São cinco, os momentos da exposição 331 Amoreiras em Metamorfose

Até 9 fevereiro
[ I ] O Tecido do Mundo
Lançamento dos temas principais do projeto expositivo: “a metamorfose, a árvore, a ressonância do arcaico no contemporâneo ou o arcaico como contemporâneo, a fusão entre humano, vegetal e animal, a transmissão oral (e o papel das mulheres nessa tarefa de transmissão e de poetização da memória), a tematização do têxtil na pintura e no desenho, assim como a forma como o têxtil é cada vez mais assumido como central na produção artística contemporânea”.

13 fevereiro a 4 maio
[ II ] Uma Estreita Lacuna
A relação, por vezes metamórfica e fusional, entre a palavra e a imagem, a relevância do texto e a relação texto-têxtil: “A importância crucial do poético para as nossas vidas. O mesmo é dizer: da escuta.

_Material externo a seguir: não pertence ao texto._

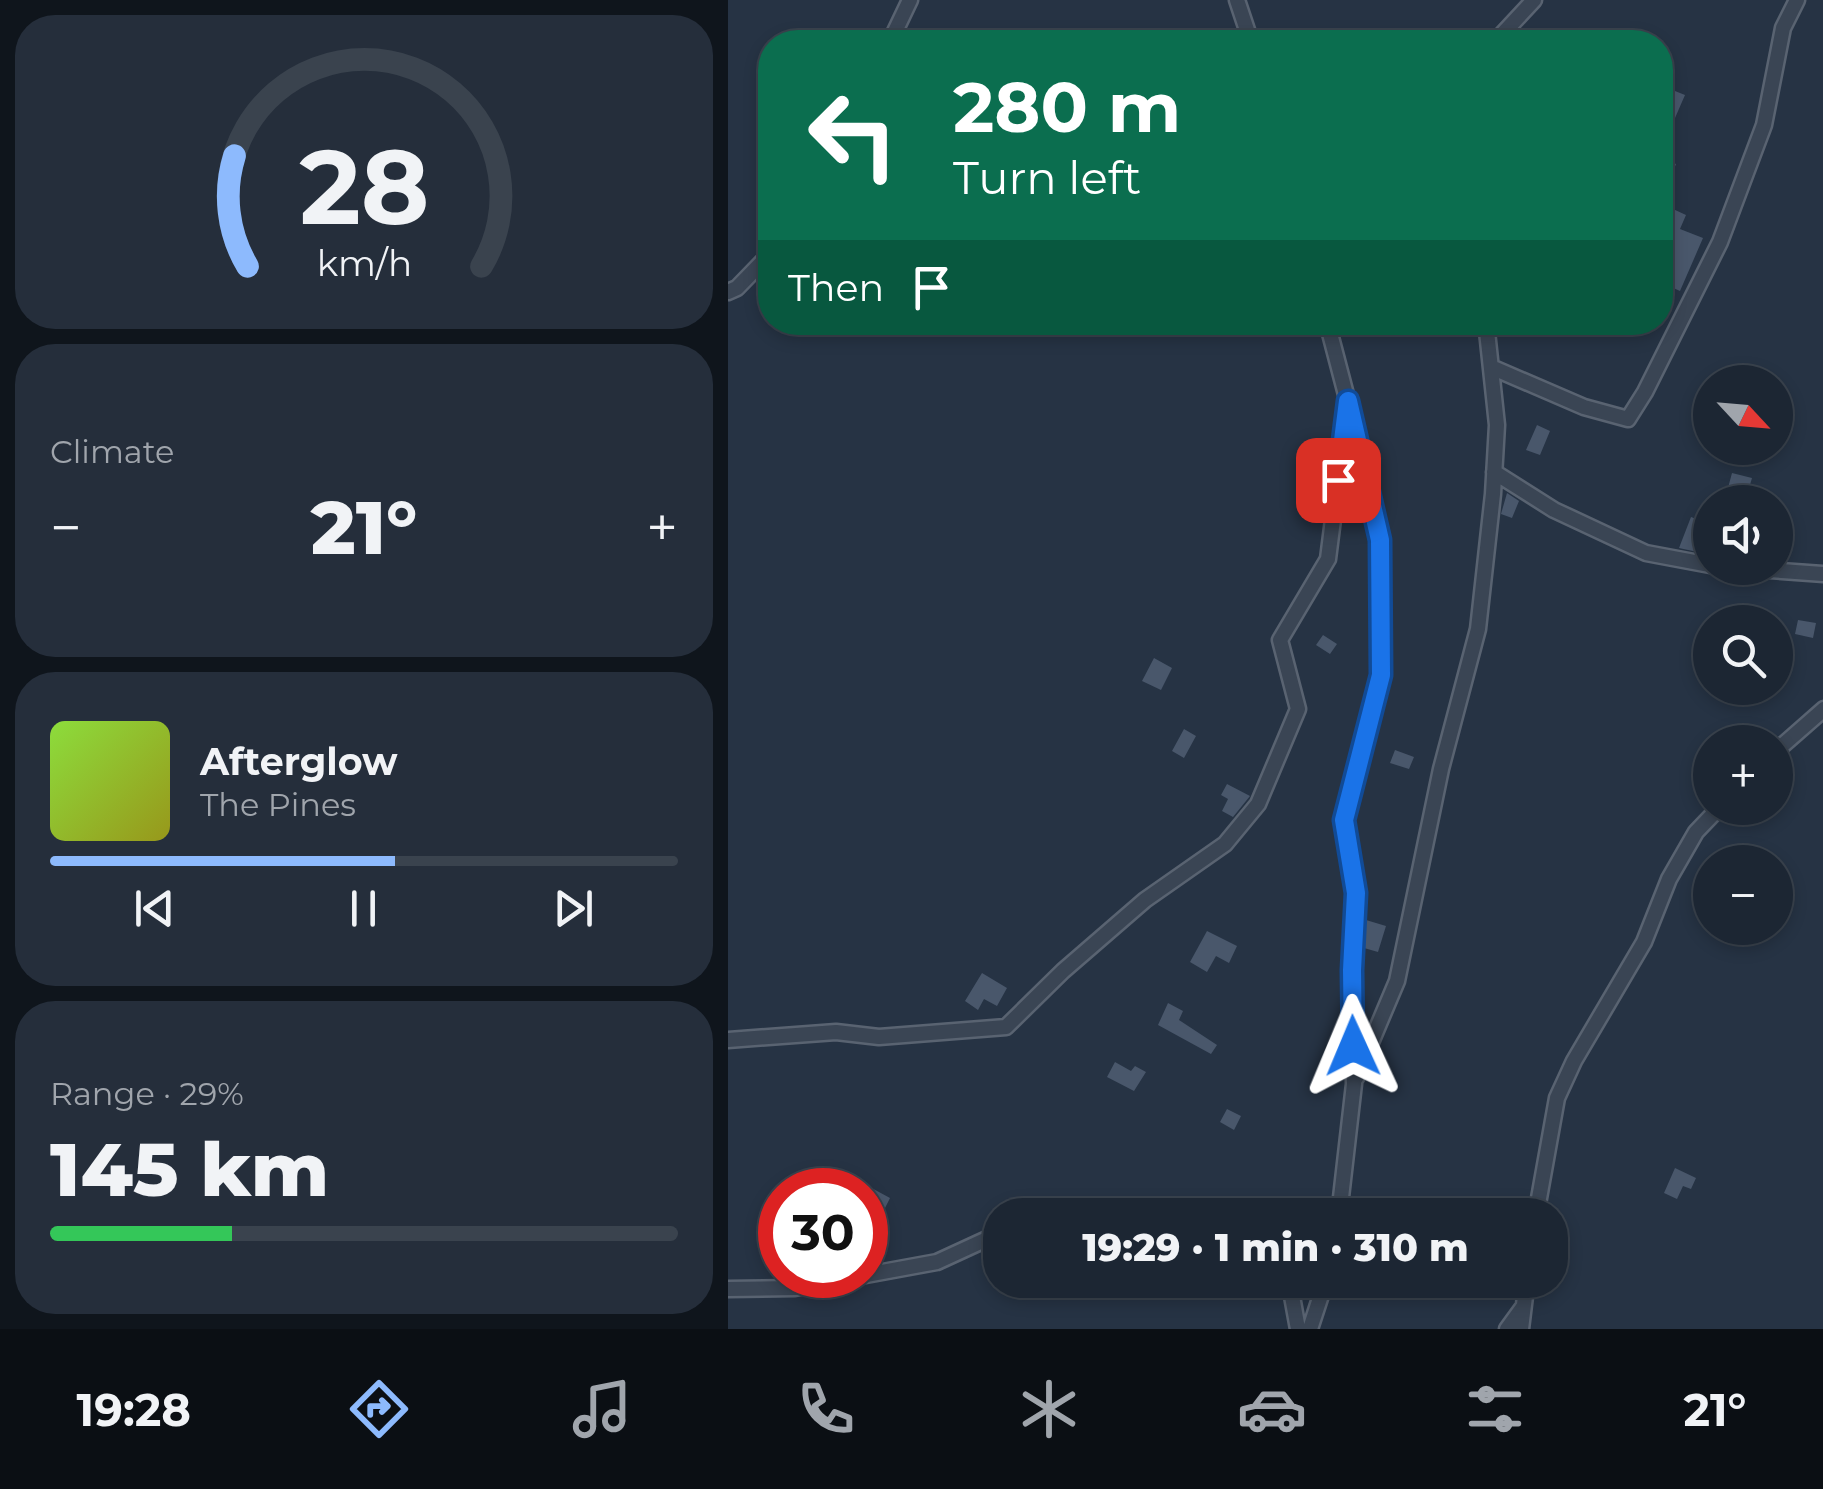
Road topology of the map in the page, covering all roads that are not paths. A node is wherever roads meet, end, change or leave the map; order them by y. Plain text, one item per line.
1 (910, 0) edge
2 (1237, 0) edge
3 (1534, 0) edge
4 (1797, 0) edge
5 (896, 30) edge
6 (1247, 30) edge
7 (1506, 30) edge
8 (758, 266) edge
9 (728, 292) edge
10 (1330, 335) edge
11 (1487, 335) edge
12 (1491, 367) junction
13 (1348, 401) junction
14 (1494, 472) junction
15 (1693, 562) edge
16 (1793, 572) edge
17 (1824, 574) edge
18 (1824, 709) edge
19 (1793, 737) edge
20 (1703, 825) edge
21 (728, 1040) edge
22 (1354, 1084) junction
23 (1341, 1198) edge
24 (1539, 1198) edge
25 (983, 1240) edge
26 (888, 1271) edge
27 (728, 1289) edge
28 (758, 1289) edge
29 (1292, 1298) edge
30 (1320, 1298) edge
31 (1525, 1298) edge
32 (1524, 1306) junction
33 (1298, 1329) edge
34 (1310, 1329) edge
35 (1507, 1329) edge
36 (1521, 1329) edge

1 - 5 street
2 - 6 street
3 - 7 street
4 - 12 street
8 - 9 street
10 - 13 street
11 - 12 street
12 - 14 street
13 - 21 street
13 - 22 street
14 - 15 street
14 - 22 street
16 - 17 street
18 - 19 street
20 - 24 street
22 - 23 street
25 - 26 street
27 - 28 street
29 - 33 street
30 - 34 street
31 - 32 street
32 - 35 street
32 - 36 street

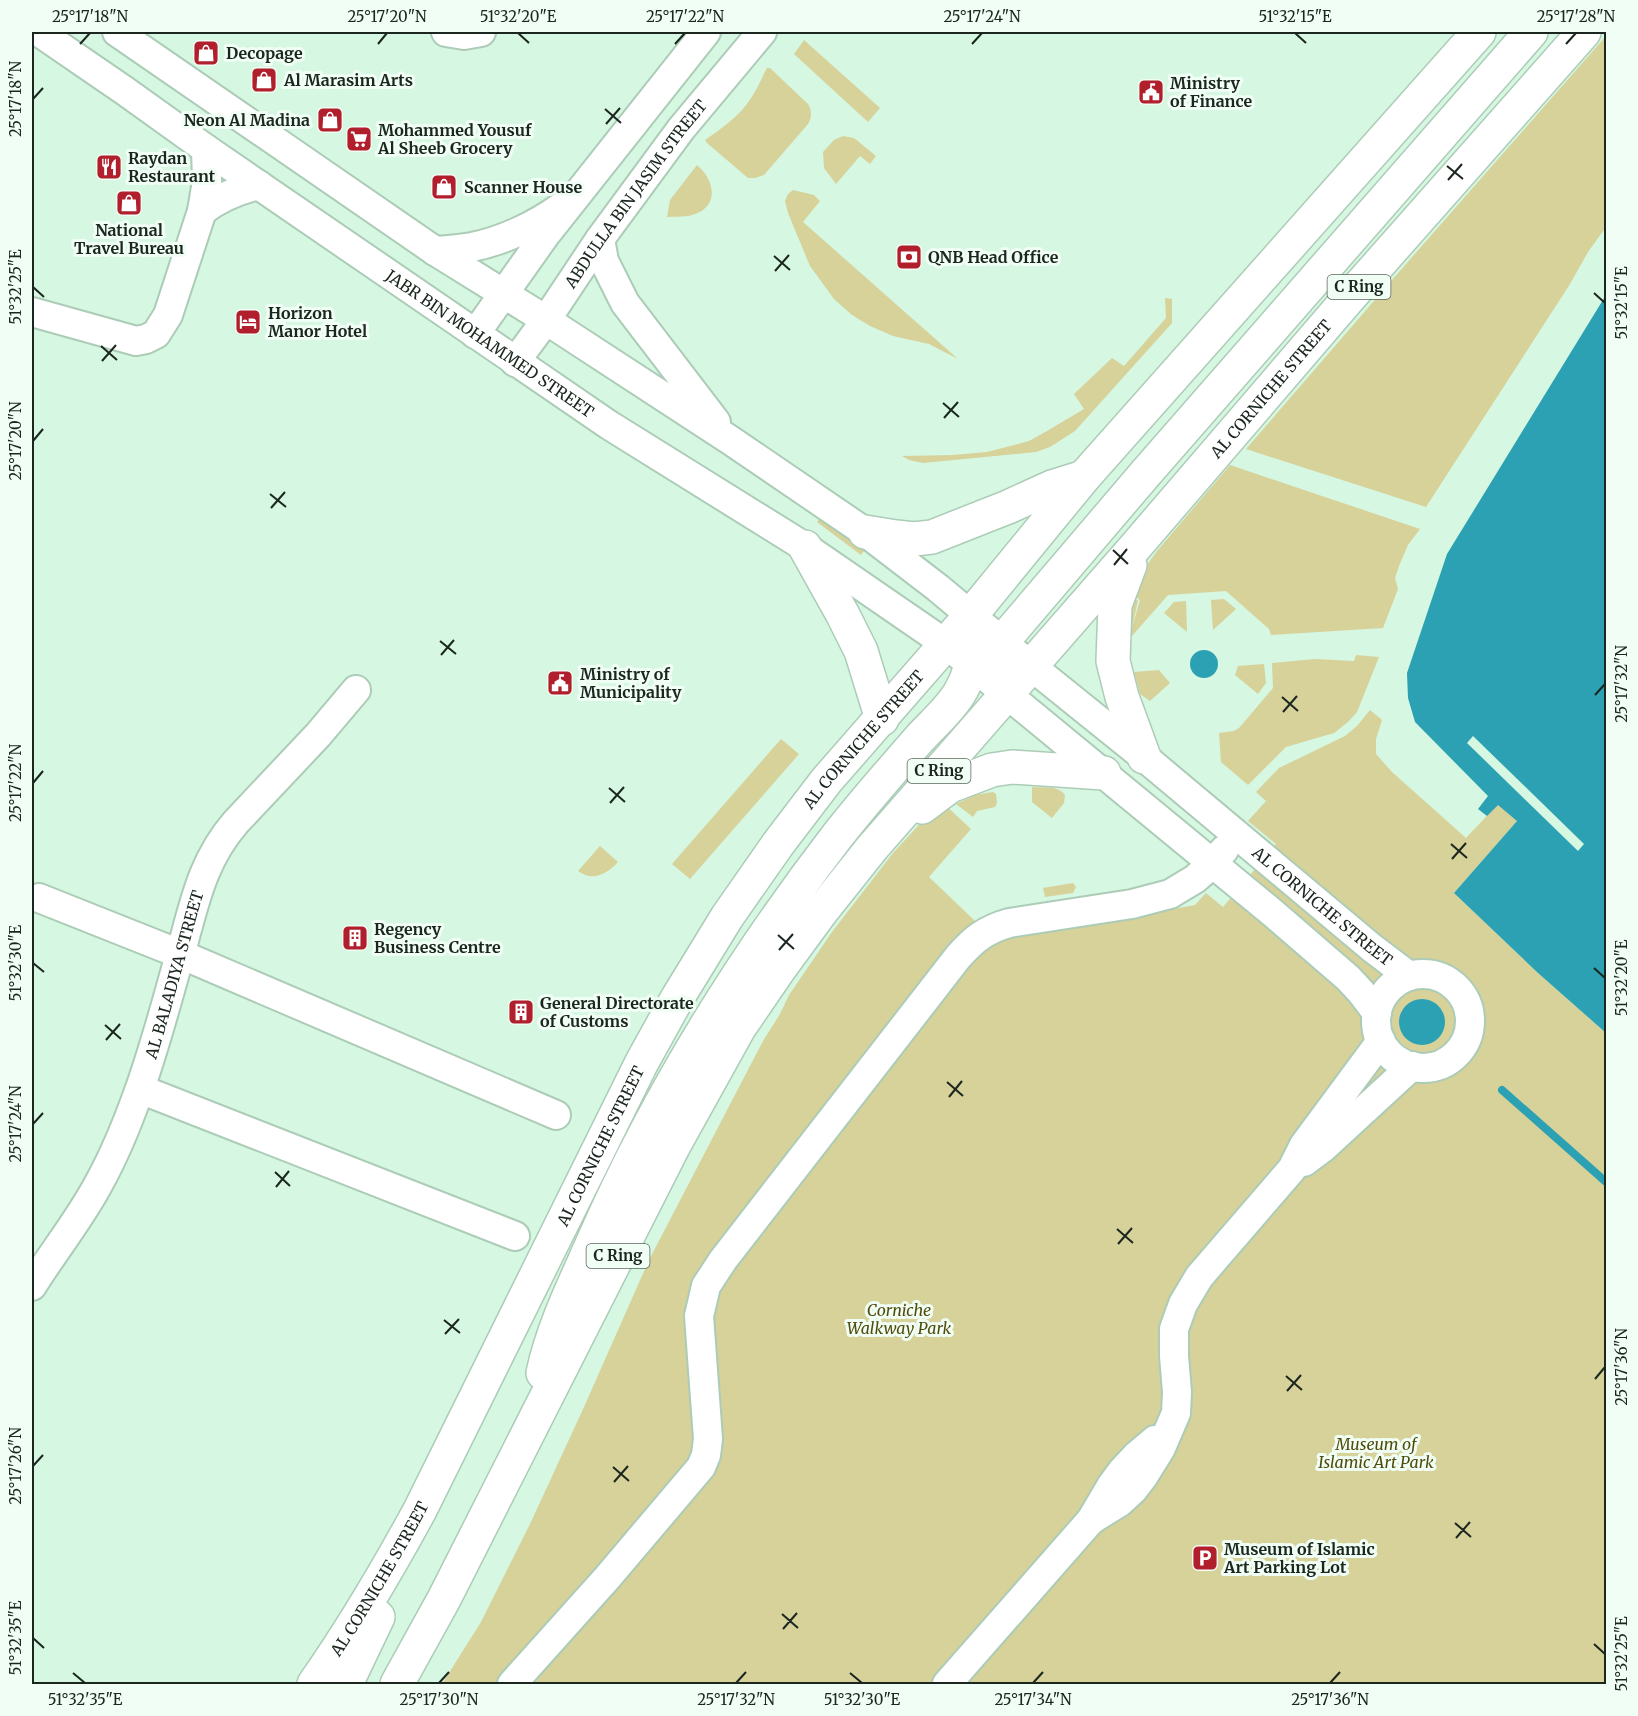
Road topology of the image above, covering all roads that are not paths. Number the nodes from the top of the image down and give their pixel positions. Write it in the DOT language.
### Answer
graph roads {
  1 [pos="39,32"];
  2 [pos="117,32"];
  3 [pos="446,32"];
  4 [pos="482,32"];
  5 [pos="706,32"];
  6 [pos="762,32"];
  7 [pos="1479,32"];
  8 [pos="1531,32"];
  9 [pos="1584,32"];
  10 [pos="206,149"];
  11 [pos="259,185"];
  12 [pos="580,193"];
  13 [pos="202,211"];
  14 [pos="600,239"];
  15 [pos="435,251"];
  16 [pos="504,295"];
  17 [pos="32,312"];
  18 [pos="546,320"];
  19 [pos="475,334"];
  20 [pos="515,362"];
  21 [pos="730,440"];
  22 [pos="1084,477"];
  23 [pos="865,532"];
  24 [pos="1136,546"];
  25 [pos="805,547"];
  26 [pos="971,615"];
  27 [pos="1002,642"];
  28 [pos="946,644"];
  29 [pos="971,665"];
  30 [pos="1031,666"];
  31 [pos="356,690"];
  32 [pos="1006,694"];
  33 [pos="882,719"];
  34 [pos="1144,757"];
  35 [pos="1104,773"];
  36 [pos="1237,835"];
  37 [pos="872,848"];
  38 [pos="1213,863"];
  39 [pos="39,898"];
  40 [pos="180,954"];
  41 [pos="1409,976"];
  42 [pos="1377,1013"];
  43 [pos="1381,1041"];
  44 [pos="1412,1066"];
  45 [pos="140,1089"];
  46 [pos="556,1114"];
  47 [pos="1292,1168"];
  48 [pos="515,1236"];
  49 [pos="32,1286"];
  50 [pos="537,1416"];
  51 [pos="420,1510"];
  52 [pos="314,1684"];
  53 [pos="346,1684"];
  54 [pos="398,1684"];
  55 [pos="512,1684"];
  56 [pos="947,1684"];
  1 -- 10 [label="street, JABR BIN MOHAMMED STREET"];
  2 -- 15 [label="street"];
  3 -- 4 [label="street"];
  5 -- 12 [label="street"];
  6 -- 14 [label="street, ABDULLA BIN JASIM STREET"];
  7 -- 22 [label="highway, AL CORNICHE STREET"];
  8 -- 27 [label="highway"];
  9 -- 24 [label="highway, AL CORNICHE STREET / C Ring"];
  10 -- 11 [label="street, JABR BIN MOHAMMED STREET"];
  10 -- 13 [label="street"];
  11 -- 13 [label="street"];
  11 -- 19 [label="street, JABR BIN MOHAMMED STREET"];
  12 -- 15 [label="street"];
  12 -- 16 [label="street"];
  13 -- 17 [label="street"];
  14 -- 18 [label="street, ABDULLA BIN JASIM STREET"];
  14 -- 21 [label="street"];
  15 -- 16 [label="street"];
  16 -- 18 [label="street"];
  16 -- 19 [label="street"];
  18 -- 20 [label="street, ABDULLA BIN JASIM STREET"];
  18 -- 21 [label="street"];
  19 -- 20 [label="street, JABR BIN MOHAMMED STREET"];
  20 -- 25 [label="street, JABR BIN MOHAMMED STREET"];
  21 -- 23 [label="street"];
  22 -- 23 [label="highway"];
  22 -- 26 [label="highway, AL CORNICHE STREET"];
  23 -- 26 [label="street"];
  24 -- 30 [label="highway, AL CORNICHE STREET / C Ring"];
  24 -- 34 [label="highway"];
  25 -- 28 [label="street, JABR BIN MOHAMMED STREET"];
  25 -- 33 [label="highway"];
  26 -- 27 [label="street, AL CORNICHE STREET"];
  26 -- 28 [label="highway, AL CORNICHE STREET"];
  26 -- 29 [label="highway"];
  27 -- 30 [label="street, AL CORNICHE STREET"];
  27 -- 32 [label="highway"];
  28 -- 29 [label="street"];
  28 -- 33 [label="highway, AL CORNICHE STREET"];
  29 -- 32 [label="street"];
  29 -- 50 [label="highway"];
  30 -- 32 [label="highway, AL CORNICHE STREET / C Ring"];
  30 -- 34 [label="street, AL CORNICHE STREET"];
  31 -- 40 [label="street, AL BALADIYA STREET"];
  32 -- 35 [label="street"];
  32 -- 37 [label="highway, AL CORNICHE STREET / C Ring"];
  33 -- 51 [label="highway, AL CORNICHE STREET"];
  34 -- 36 [label="street, AL CORNICHE STREET"];
  35 -- 37 [label="highway"];
  35 -- 38 [label="street"];
  36 -- 38 [label="street, AL CORNICHE STREET"];
  36 -- 41 [label="street, AL CORNICHE STREET"];
  37 -- 50 [label="highway, AL CORNICHE STREET / C Ring"];
  38 -- 42 [label="street"];
  38 -- 55 [label="street, AL CORNICHE STREET"];
  39 -- 40 [label="street"];
  40 -- 45 [label="street, AL BALADIYA STREET"];
  40 -- 46 [label="street"];
  41 -- 42 [label="street"];
  41 -- 44 [label="street"];
  42 -- 43 [label="street"];
  43 -- 44 [label="street"];
  43 -- 47 [label="street"];
  44 -- 47 [label="street"];
  45 -- 48 [label="street"];
  45 -- 49 [label="street, AL BALADIYA STREET"];
  47 -- 56 [label="street"];
  50 -- 54 [label="highway, AL CORNICHE STREET / C Ring"];
  51 -- 52 [label="highway, AL CORNICHE STREET"];
  51 -- 53 [label="highway"];
}
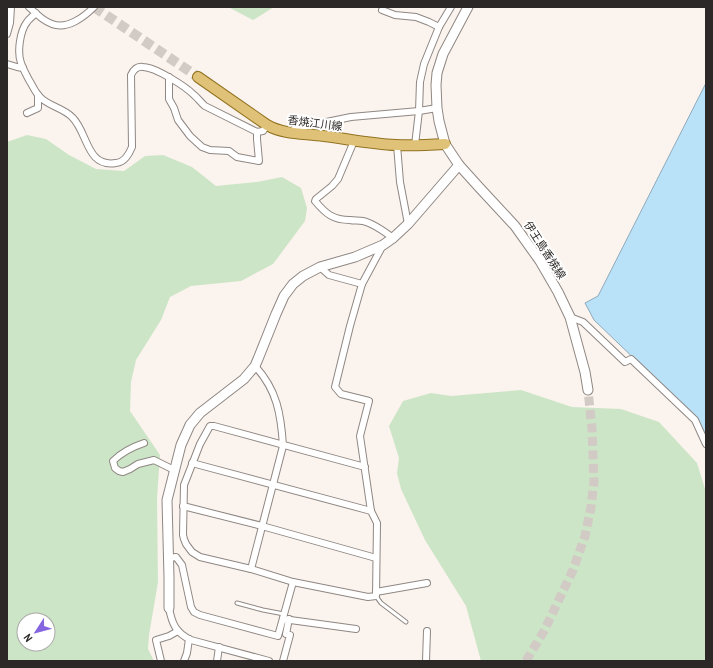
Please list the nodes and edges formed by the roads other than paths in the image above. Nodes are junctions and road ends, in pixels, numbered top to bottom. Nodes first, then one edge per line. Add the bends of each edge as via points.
1 (11, 7) edge
2 (29, 7) edge
3 (94, 7) edge
4 (451, 7) edge
5 (468, 7) edge
6 (382, 10) dead end
7 (36, 13) junction
8 (439, 27) junction
9 (7, 34) edge
10 (7, 64) edge
11 (23, 68) junction
12 (169, 77) junction
13 (198, 77) tunnel mouth
14 (38, 95) junction
15 (437, 108) junction
16 (419, 111) junction
17 (27, 113) dead end
18 (267, 125) junction
19 (257, 132) junction
20 (291, 133) junction
21 (354, 141) junction
22 (445, 144) junction
23 (397, 145) junction
24 (415, 145) junction
25 (459, 165) junction
26 (408, 224) junction
27 (393, 238) junction
28 (383, 245) junction
29 (320, 267) junction
30 (362, 284) junction
31 (570, 317) junction
32 (255, 366) junction
33 (588, 390) tunnel mouth
34 (144, 443) dead end
35 (706, 444) edge
36 (283, 446) junction
37 (192, 463) junction
38 (365, 467) junction
39 (174, 470) junction
40 (273, 486) junction
41 (183, 506) junction
42 (371, 511) junction
43 (262, 526) junction
44 (169, 558) junction
45 (376, 558) junction
46 (251, 569) junction
47 (293, 582) junction
48 (427, 583) dead end
49 (376, 594) junction
50 (237, 603) dead end
51 (169, 608) joint
52 (286, 617) junction
53 (406, 622) dead end
54 (356, 629) dead end
55 (178, 631) junction
56 (427, 631) dead end
57 (189, 639) junction
58 (219, 647) junction
59 (246, 658) edge
60 (161, 661) edge
61 (184, 661) edge
62 (217, 661) edge
63 (269, 661) edge
64 (283, 661) edge
65 (426, 661) edge

1 - 9 street
2 - 7 street
3 - 7 street via 80,19 60,26 50,24
4 - 8 street
5 - 15 street, 伊王島香焼線 via 440,63 436,85
6 - 8 street via 395,15 416,17
7 - 11 street via 27,22 21,35 20,57
8 - 16 street via 424,64 420,82
10 - 11 street
11 - 14 street
12 - 14 street via 142,66 132,72 132,147 126,158 115,164 103,162 94,156 73,118
12 - 19 street via 205,106
12 - 19 street via 169,99 178,120 202,147 229,151 238,157 259,162
13 - 18 main road, 香焼江川線
14 - 17 street via 38,108
15 - 16 street
15 - 22 street, 伊王島香焼線
16 - 20 street via 351,117 297,128
16 - 24 street
18 - 19 street via 263,131
18 - 20 main road, 香焼江川線
20 - 21 main road, 香焼江川線
21 - 23 main road, 香焼江川線
21 - 27 street via 338,179 315,201 337,219 363,221
22 - 24 main road, 香焼江川線
22 - 25 street, 伊王島香焼線
23 - 24 main road, 香焼江川線
23 - 26 street via 400,182
25 - 26 street
25 - 31 street, 伊王島香焼線 via 515,226 540,261
26 - 27 street
27 - 28 street
28 - 29 street via 355,257
28 - 30 street
29 - 30 street via 328,275
29 - 32 street via 298,280 284,296
30 - 38 street via 335,387 341,394 369,401 360,436
31 - 33 street, 伊王島香焼線
31 - 35 street via 583,322 625,362 631,358 695,420
32 - 36 street via 265,377 275,396 280,412
32 - 39 street via 244,379 200,413 190,425
34 - 39 street via 120,454 113,461 115,468 124,472 138,464 154,460
36 - 37 street via 210,426
36 - 38 street
36 - 40 street
37 - 40 street
37 - 41 street via 184,485
38 - 42 street
39 - 44 street via 166,500
40 - 42 street
40 - 43 street
41 - 43 street
41 - 46 street via 183,535 192,552
42 - 45 street via 377,523
43 - 45 street
43 - 46 street
44 - 51 street
44 - 52 street via 176,557 182,566 194,612 278,636
45 - 49 street
46 - 47 street
47 - 49 street via 368,597
47 - 52 street
48 - 49 street
49 - 53 lane via 381,603
50 - 52 lane
51 - 55 street via 171,620
52 - 54 street
52 - 64 street via 286,634 290,635
55 - 57 street
55 - 60 street via 156,640
56 - 65 street
57 - 58 street
57 - 61 street
58 - 59 street
58 - 62 street
59 - 63 street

Estar à escuta do mundo e dos outros”.

8 maio a 13 julho
[ III ] Histórias de Bichos da Seda
Variações de metamorfoses: “a magia, os transformismos, os romantismos e o animismo”.

17 julho a 28 setembro
[ IV ] Notas sobre a Melodia das Coisas
São três, os motes: oralidade, auralidade e coralidade (de coral e de coro), ou “a cor, o silêncio dos objetos compostos em natureza-morta”.

2 outubro a 31 dezembro
[ V ] Ascensão: Vers la Lumière
“Uma montagem ao branco”, com pinturas alvas, muitas dos últimos anos de Vieira da Silva. O título, evocativo da sua última pintura, dá o tom para “um momento marcado pela litania, o lamento, mas também a beleza do reencontro para além da vida”. “A condição póstuma da arte é uma das suas mais fortes vocações e condições. Embora, muitas vezes, o esqueçamos”, aponta o diretor do museu, Nuno Faria.